Collin was busy staring down Suzanne.  Suzanne was busy staring at me.  Jim was suggesting to Lily that they go to bed and Lily excused herself to help Lola.  What an uncomfortable set of sexually frustrated friends.

“Collin, did you know that HH is a scholar of art history?” Lily asked, interrupting the thick silence.

“No, no I didn’t.  I thought he was a lawyer.”

“People can be more than one thing,” said Suzanne.

“Would you like to show him your art collection?” suggested Lily.

“An excellent idea,” said Collin, clearly eager to get out of the close quarters of the dining area turned battlefield and eager to show off more of his monetary prowess.

He took me by the arm and began showing me various second-rate paintings and sculptures that he had acquired over the years and haphazardly arranged around the house.  None of it was worth a quarter of what he had paid for it, I’m sure.

When we were done with our little tour, he led us back to the living room where Lo and Lily were whispering something.

It was set up like a little conversation pit with a fireplace and round leather couches.  When we got there, Suzanne followed with the two dogs in tow.  She started teasing them and roughhousing with them until she was on all fours and they were nipping at her playfully, yipping and yapping.

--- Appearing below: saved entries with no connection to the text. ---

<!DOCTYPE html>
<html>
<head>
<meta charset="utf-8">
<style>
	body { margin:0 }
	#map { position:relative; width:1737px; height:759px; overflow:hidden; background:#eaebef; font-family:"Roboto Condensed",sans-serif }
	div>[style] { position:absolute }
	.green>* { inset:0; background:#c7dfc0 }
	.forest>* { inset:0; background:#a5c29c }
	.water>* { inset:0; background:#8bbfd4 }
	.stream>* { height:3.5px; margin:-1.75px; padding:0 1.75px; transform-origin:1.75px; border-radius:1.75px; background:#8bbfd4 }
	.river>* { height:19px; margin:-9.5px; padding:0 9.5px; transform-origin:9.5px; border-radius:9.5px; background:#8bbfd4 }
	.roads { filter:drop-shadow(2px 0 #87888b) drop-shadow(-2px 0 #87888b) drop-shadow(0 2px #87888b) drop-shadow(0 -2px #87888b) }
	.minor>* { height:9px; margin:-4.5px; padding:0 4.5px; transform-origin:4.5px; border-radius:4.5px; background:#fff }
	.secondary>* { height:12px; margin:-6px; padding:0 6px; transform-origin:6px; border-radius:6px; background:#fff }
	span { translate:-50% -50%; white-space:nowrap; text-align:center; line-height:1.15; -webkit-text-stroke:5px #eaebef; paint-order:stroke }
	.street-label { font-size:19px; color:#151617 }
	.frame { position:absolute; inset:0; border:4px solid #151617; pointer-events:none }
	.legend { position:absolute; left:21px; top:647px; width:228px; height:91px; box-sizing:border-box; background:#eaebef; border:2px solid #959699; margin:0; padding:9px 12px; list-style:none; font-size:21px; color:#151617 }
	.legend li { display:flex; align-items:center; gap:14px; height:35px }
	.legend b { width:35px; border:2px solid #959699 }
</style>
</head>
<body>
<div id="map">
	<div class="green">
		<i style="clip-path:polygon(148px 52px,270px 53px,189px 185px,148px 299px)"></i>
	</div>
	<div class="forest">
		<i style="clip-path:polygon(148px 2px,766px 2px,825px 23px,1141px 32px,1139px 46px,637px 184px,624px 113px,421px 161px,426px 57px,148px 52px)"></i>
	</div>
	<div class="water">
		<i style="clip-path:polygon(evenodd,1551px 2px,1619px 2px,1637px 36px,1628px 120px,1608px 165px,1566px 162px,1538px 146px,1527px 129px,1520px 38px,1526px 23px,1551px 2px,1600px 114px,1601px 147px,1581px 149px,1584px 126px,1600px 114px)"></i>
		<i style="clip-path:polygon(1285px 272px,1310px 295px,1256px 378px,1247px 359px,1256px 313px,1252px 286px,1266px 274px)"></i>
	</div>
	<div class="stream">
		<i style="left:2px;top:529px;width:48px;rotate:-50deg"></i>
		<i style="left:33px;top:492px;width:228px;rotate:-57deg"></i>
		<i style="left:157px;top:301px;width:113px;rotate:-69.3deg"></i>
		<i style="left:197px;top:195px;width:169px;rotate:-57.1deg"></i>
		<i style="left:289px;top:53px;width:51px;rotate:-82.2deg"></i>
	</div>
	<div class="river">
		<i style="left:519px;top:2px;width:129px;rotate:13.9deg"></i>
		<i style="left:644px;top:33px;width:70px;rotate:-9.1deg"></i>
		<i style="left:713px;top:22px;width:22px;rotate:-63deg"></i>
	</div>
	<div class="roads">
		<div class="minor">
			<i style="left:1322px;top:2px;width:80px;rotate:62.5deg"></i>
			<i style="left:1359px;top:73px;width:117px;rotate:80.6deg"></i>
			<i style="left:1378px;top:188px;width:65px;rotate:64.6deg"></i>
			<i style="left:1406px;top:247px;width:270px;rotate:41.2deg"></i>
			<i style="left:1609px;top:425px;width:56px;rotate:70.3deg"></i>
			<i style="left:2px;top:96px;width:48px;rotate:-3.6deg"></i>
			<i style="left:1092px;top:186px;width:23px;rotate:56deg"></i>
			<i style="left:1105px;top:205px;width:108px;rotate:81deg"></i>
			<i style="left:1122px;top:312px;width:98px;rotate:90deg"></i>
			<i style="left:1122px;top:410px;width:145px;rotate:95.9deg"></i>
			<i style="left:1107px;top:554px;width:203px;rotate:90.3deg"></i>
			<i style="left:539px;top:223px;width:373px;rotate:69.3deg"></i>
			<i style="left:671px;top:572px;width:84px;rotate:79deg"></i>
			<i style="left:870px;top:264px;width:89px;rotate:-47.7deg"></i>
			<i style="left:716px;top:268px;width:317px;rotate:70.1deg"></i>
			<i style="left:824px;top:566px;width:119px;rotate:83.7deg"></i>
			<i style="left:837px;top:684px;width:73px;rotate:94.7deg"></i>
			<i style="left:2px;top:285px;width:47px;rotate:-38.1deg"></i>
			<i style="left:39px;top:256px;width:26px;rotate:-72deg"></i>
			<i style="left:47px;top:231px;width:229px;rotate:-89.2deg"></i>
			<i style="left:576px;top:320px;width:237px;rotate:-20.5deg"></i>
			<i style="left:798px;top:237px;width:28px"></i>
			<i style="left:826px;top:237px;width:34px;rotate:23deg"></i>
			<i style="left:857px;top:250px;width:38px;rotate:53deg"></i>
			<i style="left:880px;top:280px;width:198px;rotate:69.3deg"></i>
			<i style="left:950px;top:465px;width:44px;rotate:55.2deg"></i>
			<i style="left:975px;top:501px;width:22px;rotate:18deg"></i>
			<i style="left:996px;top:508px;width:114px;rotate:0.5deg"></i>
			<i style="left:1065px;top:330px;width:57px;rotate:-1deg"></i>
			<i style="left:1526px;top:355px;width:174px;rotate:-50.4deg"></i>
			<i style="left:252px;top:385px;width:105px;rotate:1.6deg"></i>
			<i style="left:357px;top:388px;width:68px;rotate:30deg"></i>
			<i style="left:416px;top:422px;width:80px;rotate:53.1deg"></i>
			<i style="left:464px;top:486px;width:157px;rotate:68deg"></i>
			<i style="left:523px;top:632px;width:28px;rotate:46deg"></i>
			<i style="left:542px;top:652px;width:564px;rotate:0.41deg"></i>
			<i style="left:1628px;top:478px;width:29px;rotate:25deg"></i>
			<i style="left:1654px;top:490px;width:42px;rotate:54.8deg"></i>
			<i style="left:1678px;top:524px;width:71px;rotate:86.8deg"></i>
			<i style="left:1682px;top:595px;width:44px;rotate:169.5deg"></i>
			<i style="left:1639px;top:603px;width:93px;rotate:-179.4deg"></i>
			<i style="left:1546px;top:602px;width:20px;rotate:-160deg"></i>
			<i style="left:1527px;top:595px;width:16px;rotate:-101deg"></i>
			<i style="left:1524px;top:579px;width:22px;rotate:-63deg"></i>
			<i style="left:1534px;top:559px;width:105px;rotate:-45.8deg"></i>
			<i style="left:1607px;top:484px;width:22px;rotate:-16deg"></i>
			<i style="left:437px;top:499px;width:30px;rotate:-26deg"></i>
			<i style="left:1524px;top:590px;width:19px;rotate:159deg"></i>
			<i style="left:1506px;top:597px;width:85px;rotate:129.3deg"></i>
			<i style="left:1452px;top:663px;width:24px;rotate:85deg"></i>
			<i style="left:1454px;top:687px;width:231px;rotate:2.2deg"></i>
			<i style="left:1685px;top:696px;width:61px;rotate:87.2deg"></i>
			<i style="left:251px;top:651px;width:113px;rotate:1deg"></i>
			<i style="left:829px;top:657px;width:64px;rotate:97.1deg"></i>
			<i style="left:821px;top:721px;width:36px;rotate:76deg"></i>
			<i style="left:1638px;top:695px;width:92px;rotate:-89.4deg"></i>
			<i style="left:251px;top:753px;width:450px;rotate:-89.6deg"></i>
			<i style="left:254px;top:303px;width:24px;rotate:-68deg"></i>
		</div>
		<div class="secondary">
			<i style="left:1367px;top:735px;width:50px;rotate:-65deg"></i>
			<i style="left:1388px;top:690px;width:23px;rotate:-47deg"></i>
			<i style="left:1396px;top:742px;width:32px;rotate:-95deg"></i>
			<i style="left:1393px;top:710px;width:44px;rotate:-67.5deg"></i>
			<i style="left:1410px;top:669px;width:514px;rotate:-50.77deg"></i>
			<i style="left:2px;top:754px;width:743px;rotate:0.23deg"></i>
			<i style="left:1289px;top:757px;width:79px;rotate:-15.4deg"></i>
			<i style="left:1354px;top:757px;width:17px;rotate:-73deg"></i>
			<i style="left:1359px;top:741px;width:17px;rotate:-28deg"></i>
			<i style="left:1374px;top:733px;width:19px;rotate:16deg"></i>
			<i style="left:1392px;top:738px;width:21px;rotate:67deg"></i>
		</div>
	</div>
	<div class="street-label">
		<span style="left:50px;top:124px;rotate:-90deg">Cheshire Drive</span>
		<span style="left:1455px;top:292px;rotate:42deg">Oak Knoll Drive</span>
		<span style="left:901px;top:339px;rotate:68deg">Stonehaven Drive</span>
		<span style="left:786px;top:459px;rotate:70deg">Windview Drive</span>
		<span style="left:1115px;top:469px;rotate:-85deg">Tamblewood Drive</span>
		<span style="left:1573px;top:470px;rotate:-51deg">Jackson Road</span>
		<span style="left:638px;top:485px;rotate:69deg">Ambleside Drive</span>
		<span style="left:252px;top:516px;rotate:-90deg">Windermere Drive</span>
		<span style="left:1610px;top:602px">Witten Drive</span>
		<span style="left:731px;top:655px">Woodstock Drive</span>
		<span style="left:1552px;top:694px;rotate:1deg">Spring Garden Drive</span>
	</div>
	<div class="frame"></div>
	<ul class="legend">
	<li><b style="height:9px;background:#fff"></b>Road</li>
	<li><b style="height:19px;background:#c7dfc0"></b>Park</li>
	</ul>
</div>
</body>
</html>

“These two,” she said, “have been so jealous for my attention ever since you arrived.”

“Suzanne!” called Collin.  “Please!”

“They are so jealous.  They can’t stand to have other males in the house.”

“Stop it!”

“Well, except for Collin, of course.  But he doesn’t count.”

The dogs were jumping, getting behind her and lifting their front paws.

“That’s why they’re so frisky,” she laughed.

“SUZANNE!!!” yelled Collin.  This time Suzanne, clearly inebriated, merely laughed hysterically at the playful pets.

Just then there was a startling CRASH from behind us.